Little help/clarification about RabbitMQ plugin

just checking this approach will work. If I install the RabbitMQ river ala
the ES docs with that funky bit of curl, that I can use the 2.2.0 version of
the amqp-client dependency in a project ala Maven:

com.rabbitmq amqp-client 2.2.0

and then simply publish messages containing JSON text ala the bulk API.

That's the way I read the River docs, I think this is right.... ?

In a clustered ES instance, I understand the Rivers are singletons, so will
only be on one node. From a client application sending messages, how will
it know which host to send the RabbitMQ messages to exactly.. ?

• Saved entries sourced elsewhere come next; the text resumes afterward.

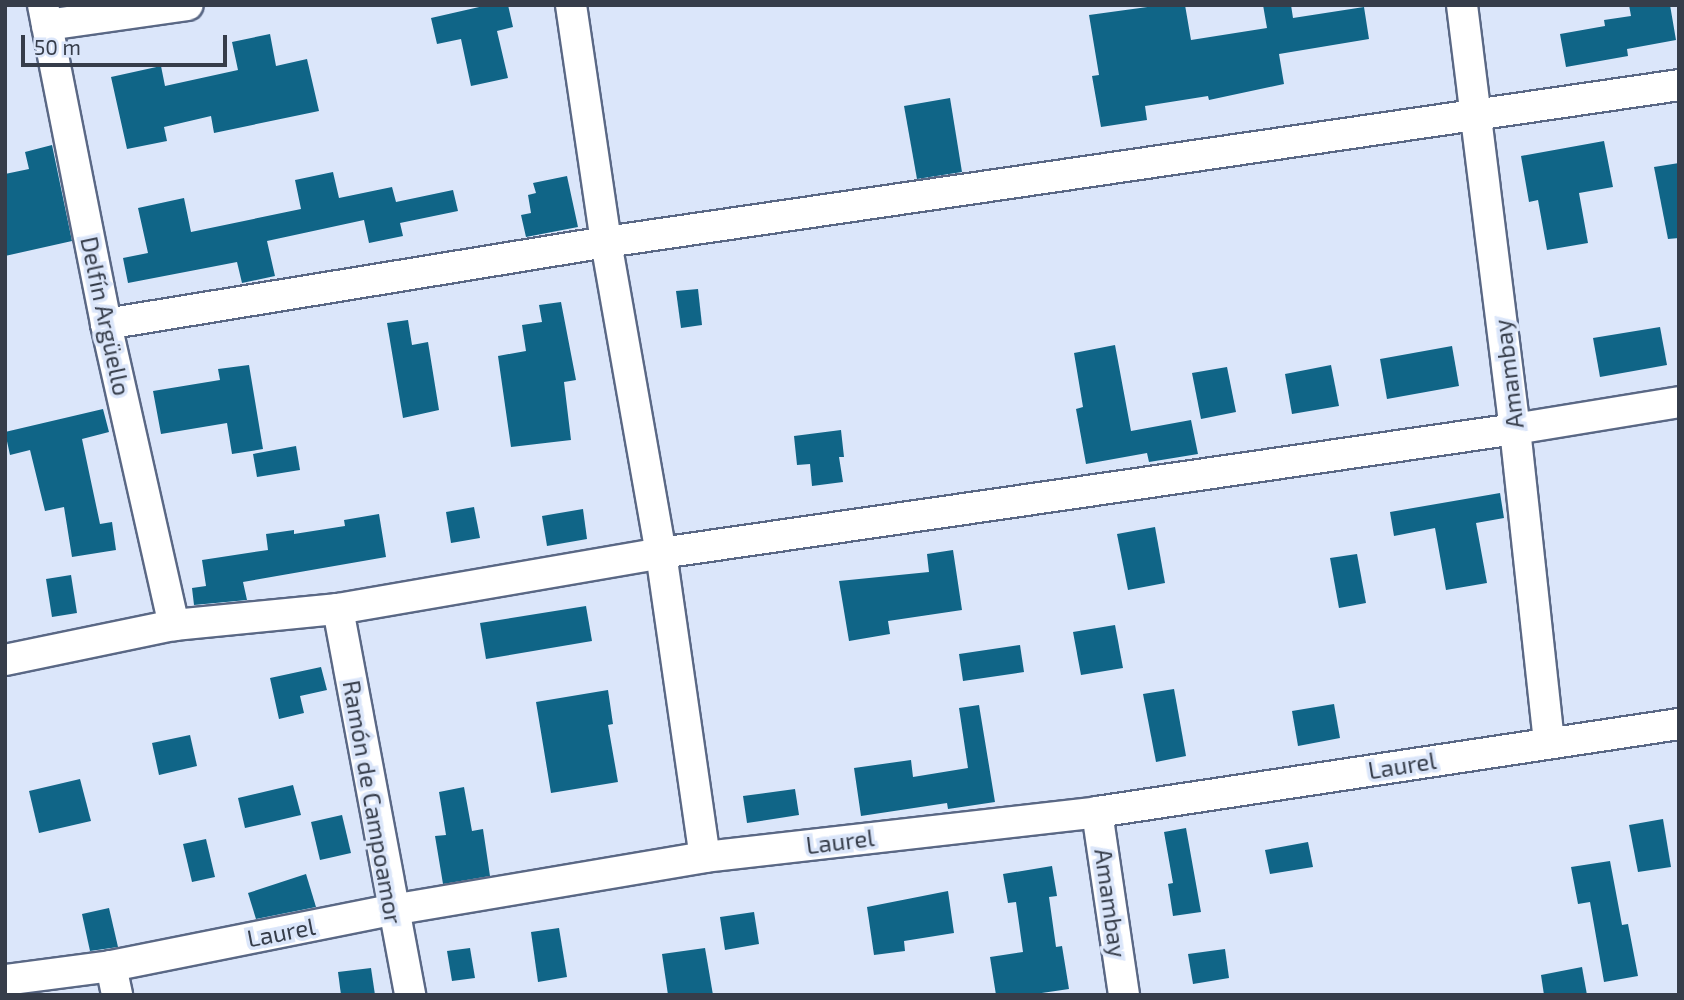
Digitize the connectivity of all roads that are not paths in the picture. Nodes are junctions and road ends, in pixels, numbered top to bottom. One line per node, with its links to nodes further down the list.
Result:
1 (187, 5): 4 (street)
2 (571, 5): 7 (street)
3 (1462, 5): 6 (street, Amambay)
4 (45, 15): 8 (street, Delfín Argüello)
5 (1679, 85): 6 (street)
6 (1476, 116): 7 (street); 10 (street, Amambay)
7 (606, 242): 8 (street); 11 (street)
8 (106, 324): 13 (street, Delfín Argüello)
9 (1679, 402): 10 (street)
10 (1515, 429): 11 (street); 16 (street, Amambay)
11 (661, 552): 12 (street); 18 (street)
12 (338, 609): 13 (street); 19 (street, Ramón de Campoamor)
13 (174, 625): 14 (street)
14 (5, 660)
15 (1679, 724): 16 (street, Laurel)
16 (1549, 743): 17 (street, Laurel)
17 (1097, 812): 18 (street, Laurel); 24 (street, Amambay)
18 (705, 857): 19 (street, Laurel)
19 (392, 910): 20 (street, Laurel); 23 (street, Ramón de Campoamor)
20 (111, 966): 21 (street, Laurel); 22 (street)
21 (5, 980)
22 (117, 995)
23 (410, 995)
24 (1124, 995)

Or is the proper way to setup a RabbitMQ server on some host 'RabbitMQHost'
and have the river singleton just be the 'consumer' client of the queue ?
(so we have an ES process, as well as separate RabbitMQ process perhaps
sharing the same hardware, perhaps not).

I'd just like clarity whether the river is running as just the consumer
client, or is actually running an embedded MQ server and consumer client.

thanks,

Paul

I am not an expert, but I did a proof of concept with rabbit and es, so
anyone step in if I miss anything as this is from memory. The rabbit mq
plugin acts as a consumer of a given queue. In our POC, we wanted to queue
and persist each message for guaranteed delivery, so each es node had a
rabbit mq server running locally, with the plugin consuming from it. Our
clients could then be directed to the load balancer, and deliver their
message to any server in our cluster.
On Feb 28, 2011 11:44 PM, "Paul Smith" tallpsmith@gmail.com wrote:

The rabbitmq river is a singleton in the cluster, and it subscribes to a queue that it then pulls bulk format requests from, yes. So, you need to have a rabbitmq "server" (and not sure how you make it highly available...) that the river will pull the requests from.
On Tuesday, March 1, 2011 at 2:36 PM, Rich Kroll wrote:

I am not an expert, but I did a proof of concept with rabbit and es, so anyone step in if I miss anything as this is from memory. The rabbit mq plugin acts as a consumer of a given queue. In our POC, we wanted to queue and persist each message for guaranteed delivery, so each es node had a rabbit mq server running locally, with the plugin consuming from it. Our clients could then be directed to the load balancer, and deliver their message to any server in our cluster.